A New Zealand man has been convicted in England of assaulting a woman he obsessively stalked after he learned of her daughter's disappearance.
Mark Bailey, 27, went to Blackpool from New Zealand in May to meet Karen Downes, 48, after chatting to her online.
He met her through a website dedicated to her 14-year-old daughter Charlene, who disappeared in 2003.
The Blackpool Gazette newspaper said an online romance went on for a year, until he saved up enough money to travel to Blackpool, in northeast England.
He met Downes and declared his love for her, asking her to leave the family home and live with him instead, The Gazette reported.
Blackpool Magistrates' Court was told the restaurant worker, who lived in guesthouses, pleaded "be with me and nobody else", it said.
When she refused he assaulted her in the street, the court was told.
Bailey was fined £75 (NZ$151) and handed a six-month restraining order after pleading guilty to assault.
Charlene Downes went missing, allegedly after having been abused by dozens of men in her home city Blackpool.
Police believe she was murdered and her body disposed of in a takeaway shop mincing machine. No one has been convicted of her killing.
Bailey discovered her story and repeatedly contacted the bereaved mother online.
After police warned him not to harass Downes, he approached her in the street and pulled her hair.
"I was terrified and screaming, telling him to get off me because he wanted to talk to me in an alleyway,'' Downes told the Gazette.
She said the New Zealander showed an interest in the site and in her, ''and it snowballed from there.''
"When he told me he was coming here I didn't think he would follow it through, but he did and I was very surprised.
"He wanted me to forget about my family and control me but that was never going to happen because I have children."

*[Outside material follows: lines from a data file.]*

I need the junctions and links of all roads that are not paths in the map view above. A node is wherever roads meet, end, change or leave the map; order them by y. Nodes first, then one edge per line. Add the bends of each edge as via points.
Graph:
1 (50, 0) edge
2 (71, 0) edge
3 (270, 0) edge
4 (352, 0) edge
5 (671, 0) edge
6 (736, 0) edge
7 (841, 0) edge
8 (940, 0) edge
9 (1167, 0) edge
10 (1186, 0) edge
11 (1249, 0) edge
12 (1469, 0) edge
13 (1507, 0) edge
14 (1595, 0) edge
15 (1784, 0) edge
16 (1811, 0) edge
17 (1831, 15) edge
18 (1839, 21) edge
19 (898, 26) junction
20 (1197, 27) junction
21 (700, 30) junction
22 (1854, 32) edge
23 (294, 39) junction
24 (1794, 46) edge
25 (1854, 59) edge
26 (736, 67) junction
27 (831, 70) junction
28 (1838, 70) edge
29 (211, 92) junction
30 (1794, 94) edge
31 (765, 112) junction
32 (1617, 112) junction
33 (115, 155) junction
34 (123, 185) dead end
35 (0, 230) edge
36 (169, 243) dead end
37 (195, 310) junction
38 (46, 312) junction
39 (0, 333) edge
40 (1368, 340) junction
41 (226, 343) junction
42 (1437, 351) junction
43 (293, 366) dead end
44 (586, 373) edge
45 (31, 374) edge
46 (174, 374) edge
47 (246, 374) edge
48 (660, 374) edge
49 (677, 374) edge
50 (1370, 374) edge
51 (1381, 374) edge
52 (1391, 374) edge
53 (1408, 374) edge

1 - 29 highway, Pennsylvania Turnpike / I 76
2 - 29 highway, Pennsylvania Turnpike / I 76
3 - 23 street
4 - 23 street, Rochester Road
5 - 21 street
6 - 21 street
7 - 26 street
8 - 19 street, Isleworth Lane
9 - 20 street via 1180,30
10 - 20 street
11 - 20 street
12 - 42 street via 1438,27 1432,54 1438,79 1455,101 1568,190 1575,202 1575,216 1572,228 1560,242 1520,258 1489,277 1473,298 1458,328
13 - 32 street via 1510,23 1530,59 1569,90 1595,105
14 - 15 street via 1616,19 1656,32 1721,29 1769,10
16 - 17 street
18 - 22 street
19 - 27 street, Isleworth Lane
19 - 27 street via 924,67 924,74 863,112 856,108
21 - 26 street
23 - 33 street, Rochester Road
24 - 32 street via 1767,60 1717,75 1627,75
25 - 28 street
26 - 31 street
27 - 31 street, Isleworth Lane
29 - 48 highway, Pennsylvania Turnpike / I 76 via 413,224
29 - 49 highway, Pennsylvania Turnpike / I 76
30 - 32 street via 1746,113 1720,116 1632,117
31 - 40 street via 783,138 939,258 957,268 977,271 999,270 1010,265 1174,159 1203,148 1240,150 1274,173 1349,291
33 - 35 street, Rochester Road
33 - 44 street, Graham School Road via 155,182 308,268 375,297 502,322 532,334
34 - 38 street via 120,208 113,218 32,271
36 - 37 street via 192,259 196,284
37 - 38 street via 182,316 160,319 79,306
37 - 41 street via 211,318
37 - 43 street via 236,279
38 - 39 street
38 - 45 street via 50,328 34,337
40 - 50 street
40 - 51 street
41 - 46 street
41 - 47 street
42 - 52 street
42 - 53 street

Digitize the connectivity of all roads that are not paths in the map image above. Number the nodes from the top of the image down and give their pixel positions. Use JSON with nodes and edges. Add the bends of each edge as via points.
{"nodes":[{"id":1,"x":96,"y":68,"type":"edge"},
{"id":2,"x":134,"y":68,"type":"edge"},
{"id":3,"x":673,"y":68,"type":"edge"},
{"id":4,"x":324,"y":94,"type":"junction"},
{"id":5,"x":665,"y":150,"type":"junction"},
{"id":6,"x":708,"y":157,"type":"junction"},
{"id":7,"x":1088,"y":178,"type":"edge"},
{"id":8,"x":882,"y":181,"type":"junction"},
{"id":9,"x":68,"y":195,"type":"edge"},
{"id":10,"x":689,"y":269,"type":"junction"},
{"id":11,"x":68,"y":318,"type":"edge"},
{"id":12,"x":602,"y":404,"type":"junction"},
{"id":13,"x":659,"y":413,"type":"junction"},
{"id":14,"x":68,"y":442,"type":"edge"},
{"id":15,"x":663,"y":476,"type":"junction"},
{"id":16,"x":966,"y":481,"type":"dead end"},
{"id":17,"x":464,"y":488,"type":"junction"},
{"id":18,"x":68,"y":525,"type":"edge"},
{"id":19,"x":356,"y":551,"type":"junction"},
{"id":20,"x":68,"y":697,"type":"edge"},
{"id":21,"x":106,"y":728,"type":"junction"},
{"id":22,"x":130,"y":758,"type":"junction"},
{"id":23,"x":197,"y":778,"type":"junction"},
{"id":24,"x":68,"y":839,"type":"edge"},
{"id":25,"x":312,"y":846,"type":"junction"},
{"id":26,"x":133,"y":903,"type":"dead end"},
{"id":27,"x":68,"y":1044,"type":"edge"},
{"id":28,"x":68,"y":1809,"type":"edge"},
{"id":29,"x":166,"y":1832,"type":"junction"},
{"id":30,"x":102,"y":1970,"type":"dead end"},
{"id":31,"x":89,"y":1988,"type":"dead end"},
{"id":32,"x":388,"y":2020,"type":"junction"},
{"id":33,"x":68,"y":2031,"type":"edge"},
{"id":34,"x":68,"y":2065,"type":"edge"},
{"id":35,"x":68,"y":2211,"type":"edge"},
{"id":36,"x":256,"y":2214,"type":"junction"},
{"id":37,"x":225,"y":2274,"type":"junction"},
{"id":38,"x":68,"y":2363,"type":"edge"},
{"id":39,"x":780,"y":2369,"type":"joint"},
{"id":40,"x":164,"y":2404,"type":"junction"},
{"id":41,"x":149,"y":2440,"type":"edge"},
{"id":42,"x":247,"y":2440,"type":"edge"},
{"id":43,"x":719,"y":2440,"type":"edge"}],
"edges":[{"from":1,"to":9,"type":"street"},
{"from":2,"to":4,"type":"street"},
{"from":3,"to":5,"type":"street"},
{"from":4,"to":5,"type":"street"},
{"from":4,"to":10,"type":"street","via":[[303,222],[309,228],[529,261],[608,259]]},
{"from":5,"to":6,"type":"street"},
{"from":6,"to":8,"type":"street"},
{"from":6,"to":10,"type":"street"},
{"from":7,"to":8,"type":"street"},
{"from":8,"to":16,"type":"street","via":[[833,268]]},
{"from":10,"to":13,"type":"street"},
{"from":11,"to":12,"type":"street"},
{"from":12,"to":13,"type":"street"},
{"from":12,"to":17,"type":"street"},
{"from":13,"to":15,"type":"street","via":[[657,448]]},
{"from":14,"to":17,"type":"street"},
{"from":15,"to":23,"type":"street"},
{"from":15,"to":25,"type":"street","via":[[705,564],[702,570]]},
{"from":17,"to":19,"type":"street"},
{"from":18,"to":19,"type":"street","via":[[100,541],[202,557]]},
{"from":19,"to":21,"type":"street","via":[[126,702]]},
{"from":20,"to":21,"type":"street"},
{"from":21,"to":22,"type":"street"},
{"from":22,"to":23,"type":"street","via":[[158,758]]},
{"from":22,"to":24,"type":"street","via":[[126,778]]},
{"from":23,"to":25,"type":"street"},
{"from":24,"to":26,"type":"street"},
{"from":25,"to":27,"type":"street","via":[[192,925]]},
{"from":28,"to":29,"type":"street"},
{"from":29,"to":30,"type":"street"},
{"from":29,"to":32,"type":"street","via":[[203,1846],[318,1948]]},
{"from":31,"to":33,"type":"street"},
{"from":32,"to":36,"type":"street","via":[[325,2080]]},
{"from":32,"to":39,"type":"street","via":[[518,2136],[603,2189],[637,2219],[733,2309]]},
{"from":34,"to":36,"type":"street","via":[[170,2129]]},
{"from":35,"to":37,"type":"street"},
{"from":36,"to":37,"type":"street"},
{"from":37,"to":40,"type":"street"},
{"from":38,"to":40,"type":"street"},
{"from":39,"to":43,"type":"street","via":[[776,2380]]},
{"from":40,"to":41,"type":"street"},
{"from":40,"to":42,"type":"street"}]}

Defence lawyer Gary McAnulty told The Gazette his client considered himself to have been in a proper relationship with Downes and moved from New Zealand for her.
"It was slightly bizarre because Mrs Downes is married and lives with her husband.
"I have had to explain to him she wants nothing more to do with him. It is a sad end."
Bailey had not approached the New Zealand High Commission in London for consular assistance, the Ministry of Foreign Affairs and Trade said.